──────── Given information ────────
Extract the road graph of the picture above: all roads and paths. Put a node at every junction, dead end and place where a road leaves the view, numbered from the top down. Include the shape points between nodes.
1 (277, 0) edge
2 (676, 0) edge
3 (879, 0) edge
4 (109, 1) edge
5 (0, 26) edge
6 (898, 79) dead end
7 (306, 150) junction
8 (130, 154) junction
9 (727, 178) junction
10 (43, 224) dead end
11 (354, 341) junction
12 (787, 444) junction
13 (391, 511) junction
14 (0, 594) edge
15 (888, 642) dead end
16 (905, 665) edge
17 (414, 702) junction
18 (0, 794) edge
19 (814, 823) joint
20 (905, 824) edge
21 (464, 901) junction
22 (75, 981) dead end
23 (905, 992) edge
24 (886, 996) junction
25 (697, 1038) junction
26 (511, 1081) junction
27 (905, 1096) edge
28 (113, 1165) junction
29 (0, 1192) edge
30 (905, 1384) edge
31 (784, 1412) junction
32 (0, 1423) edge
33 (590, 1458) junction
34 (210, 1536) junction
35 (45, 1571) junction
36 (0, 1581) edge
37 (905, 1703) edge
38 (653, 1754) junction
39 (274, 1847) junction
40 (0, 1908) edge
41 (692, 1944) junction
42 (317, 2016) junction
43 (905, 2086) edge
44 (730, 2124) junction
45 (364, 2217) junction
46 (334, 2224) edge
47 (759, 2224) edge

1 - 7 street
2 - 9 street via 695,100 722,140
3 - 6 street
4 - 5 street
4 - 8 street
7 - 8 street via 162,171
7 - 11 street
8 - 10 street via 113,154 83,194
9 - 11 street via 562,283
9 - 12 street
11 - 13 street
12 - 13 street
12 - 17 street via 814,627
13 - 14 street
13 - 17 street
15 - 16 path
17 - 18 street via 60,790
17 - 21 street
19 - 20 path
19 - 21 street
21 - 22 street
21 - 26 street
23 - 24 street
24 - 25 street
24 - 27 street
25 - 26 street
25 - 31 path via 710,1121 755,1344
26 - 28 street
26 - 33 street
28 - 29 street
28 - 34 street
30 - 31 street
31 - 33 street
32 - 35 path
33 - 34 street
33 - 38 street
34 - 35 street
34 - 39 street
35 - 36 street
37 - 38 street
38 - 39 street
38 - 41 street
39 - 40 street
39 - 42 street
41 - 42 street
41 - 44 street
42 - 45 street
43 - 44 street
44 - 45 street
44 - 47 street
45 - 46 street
────────
The records above must be set down again exactly as written.

Extract the road graph of the picture above: all roads and paths. Put a node at every junction, dead end and place where a road leaves the view, numbered from the top down. Include the shape points between nodes.
1 (277, 0) edge
2 (676, 0) edge
3 (879, 0) edge
4 (109, 1) edge
5 (0, 26) edge
6 (898, 79) dead end
7 (306, 150) junction
8 (130, 154) junction
9 (727, 178) junction
10 (43, 224) dead end
11 (354, 341) junction
12 (787, 444) junction
13 (391, 511) junction
14 (0, 594) edge
15 (888, 642) dead end
16 (905, 665) edge
17 (414, 702) junction
18 (0, 794) edge
19 (814, 823) joint
20 (905, 824) edge
21 (464, 901) junction
22 (75, 981) dead end
23 (905, 992) edge
24 (886, 996) junction
25 (697, 1038) junction
26 (511, 1081) junction
27 (905, 1096) edge
28 (113, 1165) junction
29 (0, 1192) edge
30 (905, 1384) edge
31 (784, 1412) junction
32 (0, 1423) edge
33 (590, 1458) junction
34 (210, 1536) junction
35 (45, 1571) junction
36 (0, 1581) edge
37 (905, 1703) edge
38 (653, 1754) junction
39 (274, 1847) junction
40 (0, 1908) edge
41 (692, 1944) junction
42 (317, 2016) junction
43 (905, 2086) edge
44 (730, 2124) junction
45 (364, 2217) junction
46 (334, 2224) edge
47 (759, 2224) edge

1 - 7 street
2 - 9 street via 695,100 722,140
3 - 6 street
4 - 5 street
4 - 8 street
7 - 8 street via 162,171
7 - 11 street
8 - 10 street via 113,154 83,194
9 - 11 street via 562,283
9 - 12 street
11 - 13 street
12 - 13 street
12 - 17 street via 814,627
13 - 14 street
13 - 17 street
15 - 16 path
17 - 18 street via 60,790
17 - 21 street
19 - 20 path
19 - 21 street
21 - 22 street
21 - 26 street
23 - 24 street
24 - 25 street
24 - 27 street
25 - 26 street
25 - 31 path via 710,1121 755,1344
26 - 28 street
26 - 33 street
28 - 29 street
28 - 34 street
30 - 31 street
31 - 33 street
32 - 35 path
33 - 34 street
33 - 38 street
34 - 35 street
34 - 39 street
35 - 36 street
37 - 38 street
38 - 39 street
38 - 41 street
39 - 40 street
39 - 42 street
41 - 42 street
41 - 44 street
42 - 45 street
43 - 44 street
44 - 45 street
44 - 47 street
45 - 46 street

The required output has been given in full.